Maria José è arrivata sul posto perché su quel treno avrebbe potuto esserci suo figlio. “Volevo capire esattamente quale fosse il punto preciso, dalla televisione non si capisce bene. Mio figlio viaggia spesso su questa linea, ha preso tante volte lo stesso treno durante l’anno scolastico.”

“24 ore dopo l’incidente più grave della storia ferroviaria moderna della Spagna” – dice l’inviata di euronews Filipa Soares – “il quartiere Angrois, a poco più di tre chilometri da Santiago de Compostela, è gremito di persone e giornalisti.

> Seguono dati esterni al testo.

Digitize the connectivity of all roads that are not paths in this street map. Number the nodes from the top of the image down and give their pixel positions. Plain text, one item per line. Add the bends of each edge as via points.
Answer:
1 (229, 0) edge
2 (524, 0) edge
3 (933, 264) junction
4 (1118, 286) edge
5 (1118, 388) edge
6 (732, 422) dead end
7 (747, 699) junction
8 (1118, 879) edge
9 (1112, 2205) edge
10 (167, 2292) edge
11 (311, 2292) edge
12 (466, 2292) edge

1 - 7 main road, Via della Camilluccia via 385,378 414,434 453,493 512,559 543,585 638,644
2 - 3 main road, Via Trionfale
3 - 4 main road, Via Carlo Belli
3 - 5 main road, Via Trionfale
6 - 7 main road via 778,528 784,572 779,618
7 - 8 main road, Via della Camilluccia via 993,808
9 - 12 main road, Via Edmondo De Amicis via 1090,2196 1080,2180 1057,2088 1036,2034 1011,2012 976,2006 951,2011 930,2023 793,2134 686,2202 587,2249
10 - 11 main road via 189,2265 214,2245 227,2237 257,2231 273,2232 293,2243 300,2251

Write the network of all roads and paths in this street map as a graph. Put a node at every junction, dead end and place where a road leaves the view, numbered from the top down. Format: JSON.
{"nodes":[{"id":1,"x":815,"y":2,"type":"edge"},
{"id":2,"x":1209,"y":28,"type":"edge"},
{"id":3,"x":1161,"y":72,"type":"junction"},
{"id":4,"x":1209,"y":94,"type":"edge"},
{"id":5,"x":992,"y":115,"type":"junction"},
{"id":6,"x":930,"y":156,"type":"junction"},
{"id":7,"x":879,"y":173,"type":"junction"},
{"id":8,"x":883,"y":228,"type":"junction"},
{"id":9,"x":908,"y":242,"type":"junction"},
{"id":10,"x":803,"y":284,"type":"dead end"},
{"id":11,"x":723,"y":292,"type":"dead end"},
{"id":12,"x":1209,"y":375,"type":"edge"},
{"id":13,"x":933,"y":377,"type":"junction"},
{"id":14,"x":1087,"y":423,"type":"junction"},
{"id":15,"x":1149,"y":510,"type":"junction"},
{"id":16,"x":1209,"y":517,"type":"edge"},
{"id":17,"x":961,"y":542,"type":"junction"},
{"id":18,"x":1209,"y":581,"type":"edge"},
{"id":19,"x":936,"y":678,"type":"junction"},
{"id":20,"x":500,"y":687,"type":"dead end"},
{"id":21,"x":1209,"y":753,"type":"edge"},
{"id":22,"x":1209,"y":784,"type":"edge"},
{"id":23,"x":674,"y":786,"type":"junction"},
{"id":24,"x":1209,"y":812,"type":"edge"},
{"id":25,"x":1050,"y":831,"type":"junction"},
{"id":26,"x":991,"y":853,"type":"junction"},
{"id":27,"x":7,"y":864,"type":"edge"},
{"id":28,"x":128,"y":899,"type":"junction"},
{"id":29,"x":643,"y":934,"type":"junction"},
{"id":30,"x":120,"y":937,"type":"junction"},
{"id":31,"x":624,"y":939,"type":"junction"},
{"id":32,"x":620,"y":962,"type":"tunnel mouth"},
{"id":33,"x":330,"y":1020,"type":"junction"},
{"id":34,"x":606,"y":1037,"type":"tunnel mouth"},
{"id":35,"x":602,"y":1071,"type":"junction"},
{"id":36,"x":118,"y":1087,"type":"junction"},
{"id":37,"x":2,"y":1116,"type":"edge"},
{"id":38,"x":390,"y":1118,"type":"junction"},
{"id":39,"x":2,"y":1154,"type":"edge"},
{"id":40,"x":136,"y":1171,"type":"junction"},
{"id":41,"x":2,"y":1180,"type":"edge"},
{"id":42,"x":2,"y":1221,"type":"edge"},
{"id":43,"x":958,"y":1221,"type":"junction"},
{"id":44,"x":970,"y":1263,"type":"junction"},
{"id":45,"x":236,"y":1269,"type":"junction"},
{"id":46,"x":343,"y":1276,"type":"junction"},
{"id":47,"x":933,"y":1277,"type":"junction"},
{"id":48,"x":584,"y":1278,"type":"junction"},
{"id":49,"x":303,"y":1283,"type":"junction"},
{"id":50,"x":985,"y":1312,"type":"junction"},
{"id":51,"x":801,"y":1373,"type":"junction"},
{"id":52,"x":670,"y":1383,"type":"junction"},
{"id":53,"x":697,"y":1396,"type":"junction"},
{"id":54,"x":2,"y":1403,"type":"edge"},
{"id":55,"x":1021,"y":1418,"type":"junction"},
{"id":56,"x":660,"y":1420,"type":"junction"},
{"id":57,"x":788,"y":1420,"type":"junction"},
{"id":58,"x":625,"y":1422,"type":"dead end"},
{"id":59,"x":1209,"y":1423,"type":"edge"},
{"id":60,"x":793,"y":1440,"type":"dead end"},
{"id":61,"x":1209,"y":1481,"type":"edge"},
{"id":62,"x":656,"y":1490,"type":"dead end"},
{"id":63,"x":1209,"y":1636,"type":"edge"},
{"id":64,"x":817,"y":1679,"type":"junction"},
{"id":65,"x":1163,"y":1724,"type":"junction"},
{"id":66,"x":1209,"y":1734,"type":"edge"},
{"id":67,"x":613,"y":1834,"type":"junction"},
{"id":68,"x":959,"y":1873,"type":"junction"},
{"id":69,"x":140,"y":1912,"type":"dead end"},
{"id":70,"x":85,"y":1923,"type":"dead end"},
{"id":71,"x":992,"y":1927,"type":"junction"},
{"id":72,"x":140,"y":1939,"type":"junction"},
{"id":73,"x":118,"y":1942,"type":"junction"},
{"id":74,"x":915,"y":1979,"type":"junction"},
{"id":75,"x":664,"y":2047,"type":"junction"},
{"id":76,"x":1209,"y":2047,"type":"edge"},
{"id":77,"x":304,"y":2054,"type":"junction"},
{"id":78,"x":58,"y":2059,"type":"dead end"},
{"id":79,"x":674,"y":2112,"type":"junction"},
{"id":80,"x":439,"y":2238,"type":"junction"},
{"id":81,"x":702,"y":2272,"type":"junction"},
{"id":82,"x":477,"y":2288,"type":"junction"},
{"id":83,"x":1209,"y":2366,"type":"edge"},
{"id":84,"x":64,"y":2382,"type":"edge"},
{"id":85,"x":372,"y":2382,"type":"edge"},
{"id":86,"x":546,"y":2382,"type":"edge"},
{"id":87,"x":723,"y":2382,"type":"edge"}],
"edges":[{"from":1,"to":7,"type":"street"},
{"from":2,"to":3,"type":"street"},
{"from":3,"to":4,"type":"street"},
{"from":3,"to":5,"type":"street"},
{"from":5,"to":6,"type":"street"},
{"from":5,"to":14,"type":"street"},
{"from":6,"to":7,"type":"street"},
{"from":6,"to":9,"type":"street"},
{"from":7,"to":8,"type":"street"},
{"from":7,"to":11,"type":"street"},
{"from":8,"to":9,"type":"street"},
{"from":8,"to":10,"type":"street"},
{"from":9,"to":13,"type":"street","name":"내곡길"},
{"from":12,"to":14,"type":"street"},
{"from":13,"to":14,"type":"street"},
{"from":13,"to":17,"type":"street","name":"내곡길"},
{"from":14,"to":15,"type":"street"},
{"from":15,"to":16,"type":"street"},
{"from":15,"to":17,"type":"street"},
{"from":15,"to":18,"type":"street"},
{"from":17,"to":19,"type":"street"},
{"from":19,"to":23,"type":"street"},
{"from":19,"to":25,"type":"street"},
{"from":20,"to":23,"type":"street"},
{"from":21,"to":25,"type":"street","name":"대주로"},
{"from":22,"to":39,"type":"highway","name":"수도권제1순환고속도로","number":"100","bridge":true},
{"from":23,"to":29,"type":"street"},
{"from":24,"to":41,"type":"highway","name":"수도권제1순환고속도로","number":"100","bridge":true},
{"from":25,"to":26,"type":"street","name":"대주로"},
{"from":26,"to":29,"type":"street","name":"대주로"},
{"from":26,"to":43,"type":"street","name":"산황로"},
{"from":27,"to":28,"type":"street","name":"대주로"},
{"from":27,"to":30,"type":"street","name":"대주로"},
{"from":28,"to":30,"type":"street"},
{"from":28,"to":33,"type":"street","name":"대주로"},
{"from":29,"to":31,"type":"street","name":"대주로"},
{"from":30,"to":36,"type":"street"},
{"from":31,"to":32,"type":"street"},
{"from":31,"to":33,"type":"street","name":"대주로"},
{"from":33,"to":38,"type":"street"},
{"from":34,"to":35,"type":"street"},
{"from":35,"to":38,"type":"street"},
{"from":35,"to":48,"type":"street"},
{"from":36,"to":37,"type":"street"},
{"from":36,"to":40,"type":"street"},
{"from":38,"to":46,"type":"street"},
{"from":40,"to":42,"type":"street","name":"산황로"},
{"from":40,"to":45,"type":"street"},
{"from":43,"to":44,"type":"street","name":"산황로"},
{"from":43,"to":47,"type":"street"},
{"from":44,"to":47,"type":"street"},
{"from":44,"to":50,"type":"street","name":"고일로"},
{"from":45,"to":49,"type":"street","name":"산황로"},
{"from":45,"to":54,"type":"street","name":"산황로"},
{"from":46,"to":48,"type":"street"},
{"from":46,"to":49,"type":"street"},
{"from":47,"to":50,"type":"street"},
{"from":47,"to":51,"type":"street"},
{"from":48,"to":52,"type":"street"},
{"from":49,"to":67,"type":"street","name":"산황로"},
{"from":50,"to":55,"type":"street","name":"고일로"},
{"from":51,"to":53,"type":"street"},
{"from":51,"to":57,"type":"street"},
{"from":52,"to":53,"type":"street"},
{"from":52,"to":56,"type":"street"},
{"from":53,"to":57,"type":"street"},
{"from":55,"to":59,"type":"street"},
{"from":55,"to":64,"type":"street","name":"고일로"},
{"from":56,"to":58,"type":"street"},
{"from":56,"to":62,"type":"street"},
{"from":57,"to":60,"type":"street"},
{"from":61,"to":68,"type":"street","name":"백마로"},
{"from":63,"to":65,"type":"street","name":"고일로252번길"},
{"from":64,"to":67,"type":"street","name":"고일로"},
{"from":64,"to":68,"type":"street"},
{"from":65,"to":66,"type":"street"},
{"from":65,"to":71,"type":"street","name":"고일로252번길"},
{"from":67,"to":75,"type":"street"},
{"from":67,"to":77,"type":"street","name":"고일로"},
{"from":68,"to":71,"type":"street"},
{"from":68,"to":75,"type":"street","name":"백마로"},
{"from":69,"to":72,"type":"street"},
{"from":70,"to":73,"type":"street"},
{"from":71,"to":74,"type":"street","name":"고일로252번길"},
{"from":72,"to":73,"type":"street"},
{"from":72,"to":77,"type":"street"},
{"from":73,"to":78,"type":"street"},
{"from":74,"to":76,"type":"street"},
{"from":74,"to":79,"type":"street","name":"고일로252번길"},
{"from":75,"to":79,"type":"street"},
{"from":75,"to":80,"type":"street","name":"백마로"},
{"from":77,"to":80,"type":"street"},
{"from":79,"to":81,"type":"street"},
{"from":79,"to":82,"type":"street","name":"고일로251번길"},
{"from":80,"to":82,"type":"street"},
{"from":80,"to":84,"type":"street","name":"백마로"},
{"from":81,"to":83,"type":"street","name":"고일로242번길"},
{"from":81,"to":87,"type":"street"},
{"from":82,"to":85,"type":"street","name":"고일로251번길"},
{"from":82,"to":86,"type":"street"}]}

Tutti vogliono vedere dov‘è accaduta la tragedia che ha tolto il sonno agli abitanti.”

C‘è anche chi nel quartiere è corso e ha prestato i primi soccorsi, come José Branco: “Quando la nube di polvere si è dissolta sono riuscito a vedere il vagone, sono entrato e ho aiutato i viaggiatori a uscire.”

La stessa cosa ha fatto un altro residente, Martín Rozas: “Abbiamo evacuato 16 feriti dal treno e abbiamo visto che c’erano già dei corpi senza vita fuori. Le persone hanno poi cominciato a rompere i vetri dei finestrini con le mani, le pietre, le scale, per portare fuori i passeggeri fino a quando non è arrivata la polizia.”

Alcuni sopravvissuti raccontano di una ‘‘una serie di giri della morte’‘ vissuti a bordo del treno dopo il deragliamento.